The typical reaction, then, is to put the burden on the woman. How will she handle it if that situation comes up? Will she be a distraction? What if she’s unhappy, or some of the men in the clubhouse are?
Often, a leader or an organization may choose the easy way out – hire a candidate that may be similarly qualified that won’t present the same dilemma. In other words, hire the male candidate.
You can substitute any other minority for this example and come to the same conclusion. The first ask that people in excluded communities usually make is that people with privilege (in my case, a white man) talk to other people with privilege, and the above is the in part the reason why. Too often, we in privileged positions put the burden back on those who have always borne it.
The reason this happens comes from fear. We as leaders are fearful of saying the wrong thing, of being called out, of being condemned or shamed. I know that I don’t have all of the information or education. I am doing my best to improve, but that doesn’t mean I won’t make mistakes. Like all humans, I want to say the right thing, but I sometimes hesitate, filtering anxiously, wondering if it’s going to come out the wrong way or if I’m inadvertently going to sound insensitive or exclusionary.
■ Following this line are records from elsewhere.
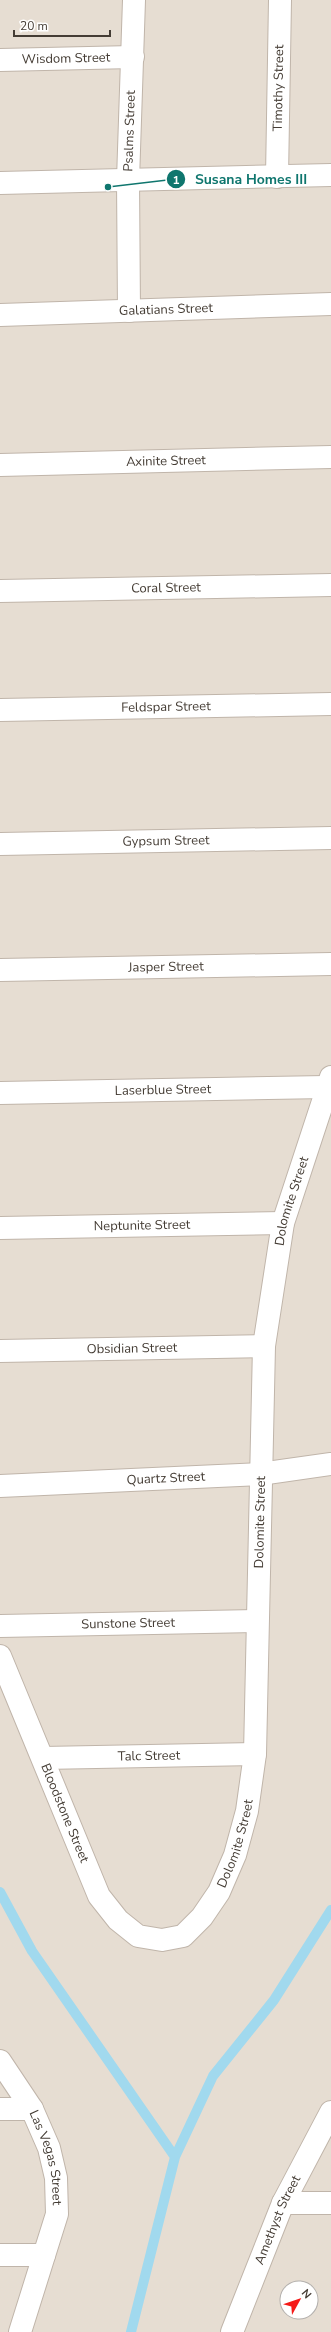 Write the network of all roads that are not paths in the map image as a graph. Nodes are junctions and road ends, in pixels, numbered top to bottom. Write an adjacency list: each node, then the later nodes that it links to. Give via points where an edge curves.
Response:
1 (134, 0): 3 (street, Psalms Street)
2 (280, 0): 6 (street, Timothy Street)
3 (133, 57): 4 (street, Wisdom Street); 7 (street, Psalms Street)
4 (0, 60)
5 (331, 175): 6 (street)
6 (277, 177): 7 (street)
7 (128, 180): 8 (street); 10 (street, Psalms Street)
8 (0, 183)
9 (331, 304): 10 (street, Galatians Street)
10 (129, 311): 11 (street, Galatians Street)
11 (0, 315)
12 (331, 457): 13 (street, Axinite Street)
13 (0, 465)
14 (331, 585): 15 (street, Coral Street)
15 (0, 591)
16 (331, 704): 17 (street, Feldspar Street)
17 (0, 710)
18 (331, 838): 19 (street, Gypsum Street)
19 (0, 844)
20 (331, 964): 21 (street, Jasper Street)
21 (0, 970)
22 (329, 1082): 23 (street, Laserblue Street); 24 (street, Dolomite Street)
23 (0, 1093)
24 (283, 1223): 25 (street, Neptunite Street); 26 (street, Dolomite Street)
25 (0, 1228)
26 (264, 1346): 27 (street, Obsidian Street); 29 (street, Dolomite Street)
27 (0, 1351)
28 (328, 1465): 29 (street, Quartz Street)
29 (260, 1474): 30 (street, Quartz Street); 31 (street, Dolomite Street)
30 (0, 1486)
31 (256, 1621): 32 (street, Sunstone Street); 34 (street, Dolomite Street)
32 (0, 1626)
33 (0, 1656): 35 (street, Bloodstone Street)
34 (255, 1754): 35 (street, Talc Street); 36 (street, Dolomite Street, via 247,1811 235,1855 219,1892 202,1917 183,1936)
35 (42, 1758): 36 (street, Bloodstone Street, via 99,1896 118,1920 138,1936)
36 (162, 1940)
37 (0, 2061): 39 (street, Las Vegas Street)
38 (0, 2109): 39 (street)
39 (32, 2109): 44 (street, Las Vegas Street, via 49,2148 56,2178 57,2214)
40 (331, 2112): 41 (street, Amethyst Street)
41 (283, 2203): 42 (street); 46 (street, Amethyst Street)
42 (331, 2204)
43 (0, 2255): 44 (street)
44 (44, 2255): 45 (street, Las Vegas Street)
45 (20, 2332)
46 (232, 2332) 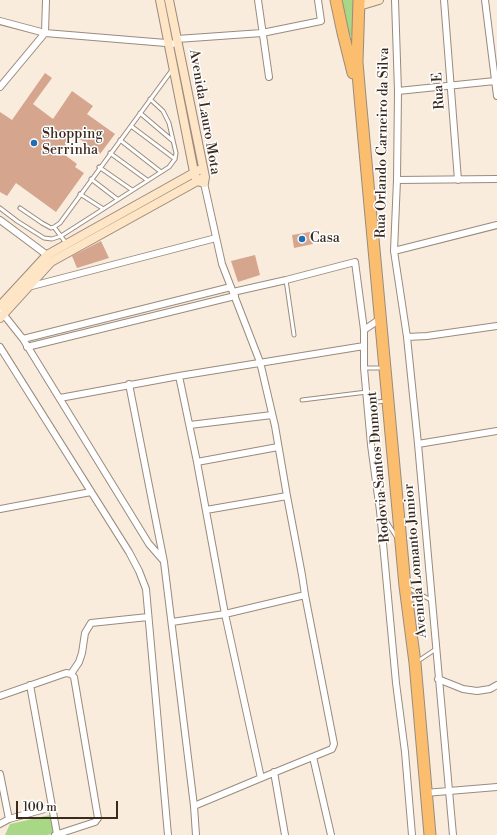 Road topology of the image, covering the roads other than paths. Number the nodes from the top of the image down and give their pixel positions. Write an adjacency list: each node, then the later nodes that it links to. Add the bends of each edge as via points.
1 (46, 0): 13 (street)
2 (160, 0): 17 (street, Avenida Lauro Mota)
3 (169, 0): 17 (street, Avenida Lauro Mota)
4 (258, 0): 16 (street)
5 (318, 0): 16 (street, via 321,20)
6 (336, 0): 14 (highway, Rodovia Santos Dumont)
7 (395, 0): 24 (street, Rua Orlando Carneiro da Silva)
8 (444, 0): 22 (street, Rua E)
9 (485, 0): 21 (street)
10 (375, 1): 11 (street)
11 (359, 3): 15 (highway, Rodovia Santos Dumont)
12 (0, 21): 13 (street)
13 (45, 33): 17 (street); 23 (street)
14 (343, 33): 15 (highway, via 349,40 354,40); 26 (highway, Rodovia Santos Dumont)
15 (358, 33): 26 (highway, Rodovia Santos Dumont)
16 (262, 34): 17 (street); 20 (street)
17 (175, 42): 18 (street, Avenida Lauro Mota); 19 (street, Avenida Lauro Mota)
18 (182, 63): 19 (street); 35 (street, Avenida Lauro Mota)
19 (173, 66): 27 (lane); 37 (street, Avenida Lauro Mota)
20 (269, 77)
21 (495, 81): 22 (street); 25 (street)
22 (451, 85): 24 (street); 42 (street, Rua E)
23 (0, 87)
24 (398, 91): 41 (street, Rua Orlando Carneiro da Silva)
25 (497, 96)
26 (360, 97): 65 (highway, Rodovia Santos Dumont)
27 (150, 99): 28 (lane); 31 (lane, via 167,116)
28 (140, 113): 29 (lane); 31 (lane)
29 (131, 126): 30 (lane); 33 (lane)
30 (120, 140): 32 (lane); 36 (lane)
31 (173, 141): 33 (lane)
32 (110, 153): 34 (lane); 40 (lane)
33 (175, 159): 36 (lane)
34 (99, 167): 38 (lane); 44 (lane)
35 (203, 168): 37 (street); 43 (street, Avenida Lauro Mota)
36 (161, 172): 40 (lane)
37 (194, 172): 43 (street, Avenida Lauro Mota); 55 (street)
38 (91, 179): 45 (lane); 46 (lane)
39 (497, 179): 42 (street)
40 (147, 180): 44 (lane)
41 (397, 180): 42 (street); 57 (street, Rua Orlando Carneiro da Silva)
42 (458, 180)
43 (202, 181): 54 (street); 56 (street)
44 (132, 190): 46 (lane)
45 (80, 194): 49 (lane); 52 (lane, via 60,223)
46 (117, 200): 49 (lane)
47 (0, 208): 53 (lane, via 44,238)
48 (20, 208): 52 (lane, via 42,223)
49 (102, 208): 53 (lane)
50 (0, 220): 58 (street)
51 (497, 225): 57 (street)
52 (54, 227): 53 (lane)
53 (61, 236): 55 (lane)
54 (216, 238): 61 (street); 62 (street, via 222,264)
55 (66, 244): 56 (street); 58 (street)
56 (71, 251): 58 (street)
57 (394, 251): 60 (street, Rua Orlando Carneiro da Silva)
58 (49, 259): 61 (street); 63 (street)
59 (286, 280): 62 (street); 67 (street, via 355,262); 68 (lane)
60 (398, 286): 69 (street, Avenida Lomanto Junior)
61 (28, 287): 64 (street)
62 (233, 292): 70 (street); 72 (street); 74 (street)
63 (0, 306)
64 (1, 314): 70 (street)
65 (380, 319): 67 (street); 76 (highway, Rodovia Santos Dumont)
66 (497, 326): 69 (street)
67 (364, 330): 71 (street)
68 (294, 335)
69 (407, 337): 87 (street, Avenida Lomanto Junior)
70 (23, 339): 72 (street)
71 (364, 346): 74 (street); 75 (street)
72 (27, 347): 80 (street)
73 (1, 351): 90 (street)
74 (260, 362): 77 (street); 84 (street)
75 (364, 368): 76 (lane); 79 (street)
76 (385, 368): 82 (highway, Rodovia Santos Dumont)
77 (179, 376): 78 (street); 85 (street)
78 (129, 384): 80 (street); 96 (street)
79 (367, 392): 81 (lane); 83 (street)
80 (60, 398): 96 (street, via 149,544)
81 (302, 400)
82 (388, 401): 83 (lane); 95 (highway, Rodovia Santos Dumont)
83 (368, 403): 94 (street)
84 (272, 415): 85 (street); 88 (street)
85 (190, 425): 89 (street)
86 (497, 431): 87 (street)
87 (418, 444): 99 (street, Avenida Lomanto Junior)
88 (278, 447): 89 (street); 91 (street)
89 (197, 462): 93 (street)
90 (91, 492): 92 (street); 101 (street, via 139,571 146,589)
91 (287, 496): 93 (street); 98 (street)
92 (0, 509)
93 (206, 510): 100 (street)
94 (380, 511): 95 (lane); 127 (street)
95 (402, 546): 97 (highway, Rodovia Santos Dumont)
96 (164, 562): 102 (street)
97 (405, 586): 99 (lane); 104 (highway, Rodovia Santos Dumont)
98 (305, 595): 100 (street); 110 (street, via 334,744 332,749)
99 (431, 600): 103 (street, Avenida Lomanto Junior)
100 (225, 614): 102 (street); 113 (street)
101 (148, 617): 105 (street, via 91,623 85,633 79,662); 123 (street)
102 (172, 622): 117 (street)
103 (436, 649): 104 (lane); 106 (street, Avenida Lomanto Junior)
104 (415, 663): 116 (highway, Rodovia Santos Dumont)
105 (71, 674): 107 (street, via 66,673); 121 (street, via 74,677 98,818)
106 (438, 679): 108 (street, via 463,689 477,691); 115 (street, Avenida Lomanto Junior)
107 (30, 685): 109 (street); 118 (street)
108 (497, 685)
109 (0, 696)
110 (313, 757): 111 (street); 126 (street)
111 (274, 772): 113 (street); 125 (street)
112 (0, 774): 119 (street)
113 (261, 778): 117 (street)
114 (497, 788): 115 (street)
115 (449, 792): 116 (street); 129 (street, Avenida Lomanto Junior)
116 (426, 793): 128 (highway, Rodovia Santos Dumont)
117 (194, 806): 124 (street)
118 (52, 807): 119 (street); 122 (street)
119 (9, 820): 120 (street)
120 (0, 824)
121 (74, 832): 122 (street)
122 (56, 835)
123 (168, 835)
124 (196, 835)
125 (286, 835)
126 (331, 835)
127 (412, 835)
128 (430, 835)
129 (453, 835)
Because of that fear, passive discrimination continues to rule. Privilege lets those of us in power go on about our days, not talking about these fears. Our discomfort rules our behavior and contributes to the cycle that keeps the numbers egregiously disproportionate in sports. Why are so many commissioners white men? Why are there so few black and brown owners, GMs or managers across all the sports? Women? Non binary people? Trans people? Why have there been so few openly gay decision makers in sports? Why are there so many native Spanish speaking players, but so few people in power that can speak to them in their language?
Part of confronting this fear is acknowledging that it takes affirmative steps to engage our own biases. We should be talking openly about our behaviors, calling out inappropriate behavior in the workplace and discussing what the right behavior looks like. We can ask more questions and listen more often to others, rather than assuming their experiences mirror our own. We can acknowledge that these fears exist and mistakes will happen but that working towards more inclusive workspaces is the right thing to do anyway.
Starting Pipeline for Change was important to me because diversity matters. I am a better leader when I surround myself with people who see the world differently than I do. Having many different perspectives at the table means that we get new ideas, new solutions to problems, new ways of seeing issues. Listening to the stories of others means I may observe a player uncomfortable in a conversation that I would have missed before or see an opportunity to encourage a staff member to share contributions that are being overlooked. I believe more equitable environments are the only way organizations across all sports are going to avoid stagnation in and continue to expand their audiences.
While these are challenging issues now, they shouldn’t always be, and the only way we can get better is by continually taking steps, even when they’re uncomfortable.